Tuesday, March 22, 2011

Questions To By-Election Candidates

The following are candidate's answers to some quesitions I asked their opinions on. All candidates were asked the same questions and the answers received are quoted below. I also asked other questions which are pretty much duplicated in both local papers, so am not adding them here.

Q.How would you prioritze city spending, what are the first ten items the city should spend money on?
Ted Greves:
1.      Water
2.      Sewer
3.      Roads
4.      Solid Waste
5.      Environment
6.      Police
7.      Fire
8.      Recycling/Compost
9.      Parks
10.  Recreation 

Ian Gartshore:
Since the city’s major expenditures are all essential (roads, sewers, water, police, fire, social services, maintenance, parks, etc.) this question is impossible to answer. However, it is possible to shift spending so as to make our community less costly in terms of transportation and make it more sustainable economically, socially and environmentally. This means less money for roads and more money for cycling and walking paths (as an example). By lowering costs for our residents tax increases are more affordable. Another priority would be to greatly reduce urban sprawl, saving the city a lot of money in maintaining its infrastructure. Increasing the population densities saves on taxes.

Murray McNab:
 If elected I would like to meet with senior staff to better get their ideas of what the spending priorities are. Having said that, I was employed at a Municipality south of Nanaimo for 7 years and have a very good understanding of what some staff members” feed” council. All information from staff should be reviewed. This is why I agree with Mr. Kipp when he says that a core review is urgently needed so as to justify the spending of taxpayers dollars in what should be a sustainable manner.
As for the top ten items- I will have to wait until I have more information. 

Bill McKay:
1) Police 2) Fire 3)Administration 4) Roadways 5) Sewer and Water delivery 6) City Building and Parks construction and Maintenence 7) Planning 8) Revenue Management 9)Economic Development 10) Waste management.

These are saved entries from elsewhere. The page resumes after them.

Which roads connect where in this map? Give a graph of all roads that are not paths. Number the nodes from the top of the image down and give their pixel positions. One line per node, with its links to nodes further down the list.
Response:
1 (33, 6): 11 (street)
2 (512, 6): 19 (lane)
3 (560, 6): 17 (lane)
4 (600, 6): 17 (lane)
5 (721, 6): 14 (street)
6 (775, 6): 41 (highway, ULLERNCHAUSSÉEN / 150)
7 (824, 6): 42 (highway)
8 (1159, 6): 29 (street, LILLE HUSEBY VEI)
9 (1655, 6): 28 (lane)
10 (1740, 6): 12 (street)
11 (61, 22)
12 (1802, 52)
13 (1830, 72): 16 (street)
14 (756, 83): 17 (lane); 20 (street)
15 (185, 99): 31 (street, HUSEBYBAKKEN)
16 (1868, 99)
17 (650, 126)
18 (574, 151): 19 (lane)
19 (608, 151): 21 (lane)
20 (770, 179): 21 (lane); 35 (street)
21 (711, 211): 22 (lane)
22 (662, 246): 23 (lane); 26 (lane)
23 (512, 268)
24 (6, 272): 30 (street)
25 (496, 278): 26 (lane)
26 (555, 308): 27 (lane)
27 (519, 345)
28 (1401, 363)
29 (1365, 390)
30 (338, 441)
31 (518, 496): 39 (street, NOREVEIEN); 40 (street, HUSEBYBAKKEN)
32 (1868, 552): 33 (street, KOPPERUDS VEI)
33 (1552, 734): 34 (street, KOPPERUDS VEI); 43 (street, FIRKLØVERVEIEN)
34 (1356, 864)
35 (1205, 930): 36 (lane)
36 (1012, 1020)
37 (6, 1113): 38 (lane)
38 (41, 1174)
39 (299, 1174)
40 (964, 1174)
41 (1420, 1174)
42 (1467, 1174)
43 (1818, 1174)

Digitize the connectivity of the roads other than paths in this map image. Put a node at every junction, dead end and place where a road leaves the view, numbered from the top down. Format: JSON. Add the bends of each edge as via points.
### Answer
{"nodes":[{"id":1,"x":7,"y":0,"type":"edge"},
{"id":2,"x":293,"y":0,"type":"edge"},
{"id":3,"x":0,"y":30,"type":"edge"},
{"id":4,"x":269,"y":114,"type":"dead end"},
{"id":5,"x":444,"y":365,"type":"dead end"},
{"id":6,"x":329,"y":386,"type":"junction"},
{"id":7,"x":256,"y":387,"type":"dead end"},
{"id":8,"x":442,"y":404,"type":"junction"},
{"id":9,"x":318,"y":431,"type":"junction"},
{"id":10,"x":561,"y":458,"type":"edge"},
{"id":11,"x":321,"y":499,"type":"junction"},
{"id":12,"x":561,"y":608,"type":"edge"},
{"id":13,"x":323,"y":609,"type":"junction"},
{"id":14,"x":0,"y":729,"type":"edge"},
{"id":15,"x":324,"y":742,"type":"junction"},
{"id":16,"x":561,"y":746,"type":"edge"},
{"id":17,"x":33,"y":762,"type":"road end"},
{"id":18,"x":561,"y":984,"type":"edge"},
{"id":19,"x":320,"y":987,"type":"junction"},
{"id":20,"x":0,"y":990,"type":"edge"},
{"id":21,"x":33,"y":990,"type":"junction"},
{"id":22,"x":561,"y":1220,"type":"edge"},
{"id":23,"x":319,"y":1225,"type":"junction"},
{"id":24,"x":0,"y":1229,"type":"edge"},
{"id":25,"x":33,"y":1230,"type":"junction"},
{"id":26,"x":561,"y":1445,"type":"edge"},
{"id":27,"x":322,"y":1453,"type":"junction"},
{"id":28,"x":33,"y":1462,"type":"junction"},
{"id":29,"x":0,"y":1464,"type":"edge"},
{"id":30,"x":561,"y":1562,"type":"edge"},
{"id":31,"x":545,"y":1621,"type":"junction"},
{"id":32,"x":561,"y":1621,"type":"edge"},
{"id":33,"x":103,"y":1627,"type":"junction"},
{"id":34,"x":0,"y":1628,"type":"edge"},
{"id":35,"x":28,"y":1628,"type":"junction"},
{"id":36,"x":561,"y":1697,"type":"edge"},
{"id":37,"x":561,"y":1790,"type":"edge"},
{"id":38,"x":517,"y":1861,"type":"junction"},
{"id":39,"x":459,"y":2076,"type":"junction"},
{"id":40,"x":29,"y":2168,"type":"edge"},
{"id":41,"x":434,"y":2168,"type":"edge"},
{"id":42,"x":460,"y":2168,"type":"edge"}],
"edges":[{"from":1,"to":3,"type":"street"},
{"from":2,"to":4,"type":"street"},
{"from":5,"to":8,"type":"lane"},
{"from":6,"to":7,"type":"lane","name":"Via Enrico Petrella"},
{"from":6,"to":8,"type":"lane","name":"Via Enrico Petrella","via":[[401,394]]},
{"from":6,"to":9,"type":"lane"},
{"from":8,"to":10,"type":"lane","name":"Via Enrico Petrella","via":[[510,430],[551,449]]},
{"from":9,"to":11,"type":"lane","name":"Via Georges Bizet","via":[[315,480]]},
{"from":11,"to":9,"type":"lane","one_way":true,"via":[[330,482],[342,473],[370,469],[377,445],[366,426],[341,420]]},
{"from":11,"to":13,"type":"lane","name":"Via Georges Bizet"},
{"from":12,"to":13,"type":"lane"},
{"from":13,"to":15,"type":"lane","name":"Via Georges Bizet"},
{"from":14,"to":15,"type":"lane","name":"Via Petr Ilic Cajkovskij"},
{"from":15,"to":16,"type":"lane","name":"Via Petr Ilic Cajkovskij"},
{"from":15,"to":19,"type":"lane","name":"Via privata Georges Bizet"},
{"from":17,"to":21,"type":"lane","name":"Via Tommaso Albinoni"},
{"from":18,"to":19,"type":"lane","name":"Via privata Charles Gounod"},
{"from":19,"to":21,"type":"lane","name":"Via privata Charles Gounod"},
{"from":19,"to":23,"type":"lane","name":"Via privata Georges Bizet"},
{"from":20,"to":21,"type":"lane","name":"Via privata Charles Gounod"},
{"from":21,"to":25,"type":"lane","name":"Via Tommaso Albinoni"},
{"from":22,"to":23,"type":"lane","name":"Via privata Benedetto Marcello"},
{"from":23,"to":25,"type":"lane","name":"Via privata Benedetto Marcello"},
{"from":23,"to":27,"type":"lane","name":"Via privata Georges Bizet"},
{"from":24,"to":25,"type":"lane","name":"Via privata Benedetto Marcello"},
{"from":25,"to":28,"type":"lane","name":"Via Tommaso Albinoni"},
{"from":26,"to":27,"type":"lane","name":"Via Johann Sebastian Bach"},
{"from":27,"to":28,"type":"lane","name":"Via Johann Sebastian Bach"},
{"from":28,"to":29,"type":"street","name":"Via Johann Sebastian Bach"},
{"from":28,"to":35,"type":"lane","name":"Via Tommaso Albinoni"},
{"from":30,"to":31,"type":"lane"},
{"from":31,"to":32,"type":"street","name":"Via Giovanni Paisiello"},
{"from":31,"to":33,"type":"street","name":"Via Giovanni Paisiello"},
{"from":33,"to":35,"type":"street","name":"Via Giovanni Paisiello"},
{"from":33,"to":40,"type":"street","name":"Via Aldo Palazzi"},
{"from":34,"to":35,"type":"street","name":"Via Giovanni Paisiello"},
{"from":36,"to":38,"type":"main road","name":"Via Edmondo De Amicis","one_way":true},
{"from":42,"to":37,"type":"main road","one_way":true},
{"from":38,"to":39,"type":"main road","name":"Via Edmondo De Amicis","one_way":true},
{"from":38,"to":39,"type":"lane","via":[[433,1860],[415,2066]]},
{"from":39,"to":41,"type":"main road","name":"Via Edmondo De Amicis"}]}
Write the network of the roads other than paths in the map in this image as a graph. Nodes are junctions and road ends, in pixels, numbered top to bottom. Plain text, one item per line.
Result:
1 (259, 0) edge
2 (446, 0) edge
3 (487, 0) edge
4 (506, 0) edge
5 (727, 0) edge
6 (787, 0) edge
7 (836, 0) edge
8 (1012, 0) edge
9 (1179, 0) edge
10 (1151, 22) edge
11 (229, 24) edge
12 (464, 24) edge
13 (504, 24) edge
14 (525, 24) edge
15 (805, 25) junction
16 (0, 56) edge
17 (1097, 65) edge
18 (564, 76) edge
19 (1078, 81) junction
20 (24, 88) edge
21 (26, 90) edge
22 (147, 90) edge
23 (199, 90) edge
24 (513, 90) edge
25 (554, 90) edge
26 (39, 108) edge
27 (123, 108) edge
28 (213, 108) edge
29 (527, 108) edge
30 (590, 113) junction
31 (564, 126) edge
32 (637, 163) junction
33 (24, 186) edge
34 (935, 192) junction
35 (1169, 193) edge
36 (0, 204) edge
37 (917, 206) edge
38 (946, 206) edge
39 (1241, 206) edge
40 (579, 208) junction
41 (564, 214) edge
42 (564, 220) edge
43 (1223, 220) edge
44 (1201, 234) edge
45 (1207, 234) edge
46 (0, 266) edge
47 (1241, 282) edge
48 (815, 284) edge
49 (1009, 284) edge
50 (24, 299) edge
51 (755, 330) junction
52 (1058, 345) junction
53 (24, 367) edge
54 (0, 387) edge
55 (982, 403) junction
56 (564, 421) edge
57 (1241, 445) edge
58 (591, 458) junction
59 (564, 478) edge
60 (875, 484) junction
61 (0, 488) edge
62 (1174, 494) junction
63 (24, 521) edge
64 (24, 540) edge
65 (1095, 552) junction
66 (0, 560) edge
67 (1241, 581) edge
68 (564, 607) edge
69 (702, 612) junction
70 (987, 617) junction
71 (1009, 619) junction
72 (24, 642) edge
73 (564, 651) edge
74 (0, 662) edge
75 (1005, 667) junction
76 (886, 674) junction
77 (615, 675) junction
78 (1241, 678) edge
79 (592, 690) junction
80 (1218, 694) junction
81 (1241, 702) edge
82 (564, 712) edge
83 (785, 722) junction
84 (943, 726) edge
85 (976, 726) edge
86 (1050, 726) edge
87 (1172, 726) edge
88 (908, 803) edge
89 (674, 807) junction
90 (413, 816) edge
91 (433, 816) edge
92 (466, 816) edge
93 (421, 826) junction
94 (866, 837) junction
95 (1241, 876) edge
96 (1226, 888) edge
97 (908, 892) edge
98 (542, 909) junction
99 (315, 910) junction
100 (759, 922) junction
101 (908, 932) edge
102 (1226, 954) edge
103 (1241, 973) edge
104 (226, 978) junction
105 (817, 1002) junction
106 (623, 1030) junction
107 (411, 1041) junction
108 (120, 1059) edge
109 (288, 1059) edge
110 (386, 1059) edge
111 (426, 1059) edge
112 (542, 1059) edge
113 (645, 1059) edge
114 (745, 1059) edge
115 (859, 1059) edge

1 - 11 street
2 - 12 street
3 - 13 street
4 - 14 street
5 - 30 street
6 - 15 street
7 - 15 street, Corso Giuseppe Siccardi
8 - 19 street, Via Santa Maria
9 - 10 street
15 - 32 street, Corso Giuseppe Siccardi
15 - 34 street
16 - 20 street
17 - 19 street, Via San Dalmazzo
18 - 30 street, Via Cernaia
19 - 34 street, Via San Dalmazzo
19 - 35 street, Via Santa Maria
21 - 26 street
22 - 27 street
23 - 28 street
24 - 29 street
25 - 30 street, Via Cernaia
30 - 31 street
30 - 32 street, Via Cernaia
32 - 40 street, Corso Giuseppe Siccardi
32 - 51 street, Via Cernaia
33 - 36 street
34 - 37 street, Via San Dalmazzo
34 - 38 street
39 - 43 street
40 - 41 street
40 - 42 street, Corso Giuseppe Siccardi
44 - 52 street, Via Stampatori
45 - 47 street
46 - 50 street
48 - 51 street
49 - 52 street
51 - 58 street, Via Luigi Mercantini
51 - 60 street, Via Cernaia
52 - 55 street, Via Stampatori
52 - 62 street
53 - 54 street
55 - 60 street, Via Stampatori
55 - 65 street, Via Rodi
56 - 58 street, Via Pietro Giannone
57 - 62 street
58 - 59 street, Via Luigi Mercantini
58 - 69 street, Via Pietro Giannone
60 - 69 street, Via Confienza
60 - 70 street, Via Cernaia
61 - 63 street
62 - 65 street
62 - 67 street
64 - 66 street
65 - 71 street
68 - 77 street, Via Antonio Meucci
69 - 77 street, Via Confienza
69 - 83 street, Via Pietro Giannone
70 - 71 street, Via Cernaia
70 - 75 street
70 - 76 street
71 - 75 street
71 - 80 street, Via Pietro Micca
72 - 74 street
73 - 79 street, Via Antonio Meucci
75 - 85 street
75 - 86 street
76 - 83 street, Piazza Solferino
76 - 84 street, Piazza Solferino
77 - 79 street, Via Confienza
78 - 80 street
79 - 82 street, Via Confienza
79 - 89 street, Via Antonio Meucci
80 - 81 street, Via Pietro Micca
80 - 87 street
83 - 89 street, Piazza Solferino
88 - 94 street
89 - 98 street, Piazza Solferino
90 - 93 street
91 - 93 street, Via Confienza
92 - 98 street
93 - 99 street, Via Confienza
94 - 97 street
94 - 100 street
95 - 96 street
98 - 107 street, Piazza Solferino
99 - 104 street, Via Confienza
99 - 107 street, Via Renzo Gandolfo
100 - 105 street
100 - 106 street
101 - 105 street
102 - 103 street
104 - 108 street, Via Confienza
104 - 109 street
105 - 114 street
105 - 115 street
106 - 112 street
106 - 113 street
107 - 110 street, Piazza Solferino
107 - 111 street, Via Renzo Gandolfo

Q. What is the biggest challenge facing Nanaimo over the next decade? 
Ted Greves:

The ability of the city to provide the services (infrastructure, water, protective services, parks, recreation and culture and so on) that the taxpayers demand at the property tax rate that they will accept.

Ian Gartshore:
As senior levels of government continue to down-load responsibilities on to municipalities that are already struggling with aging infrastructure, coupled with deteriorating income levels for the lower and middle classes, and with the added burden of rapidly rising costs for energy and food for an aging population, Nanaimo will most certainly be affected. The city needs to take more responsibility for making our community more liveable and sustainable so as to cushion the effects of these rising costs and improve the health of its residents

Murray McNab:
The biggest challenge facing Nanaimo in the next decade is the need to upgrade and or replace aging and out dated infrastructure. If this area is neglected much longer the spending on maintenance of exiting infrastructure will become overwhelming.
Bill McKay:
Growing our economy. Governments only look at two aspects of providing services and balancing budgets – 1) Higher taxes and 2) Cutting services. We must ask ourselves constantly, ‘In order to provide the programs we wish in our community, is our economy big enough to afford it?’ We need new investment. We need new business. We need to provide exciting opportunities for new capital to help us fulfill our vision. This will require a new ‘can-do’ attitude where investment is welcome, our City provides an environment for success, and a willingness to work together. Other cities are doing it, why can’t we! I believe Nanaimo is poised to become one of the most prosperous and successful cities in Canada!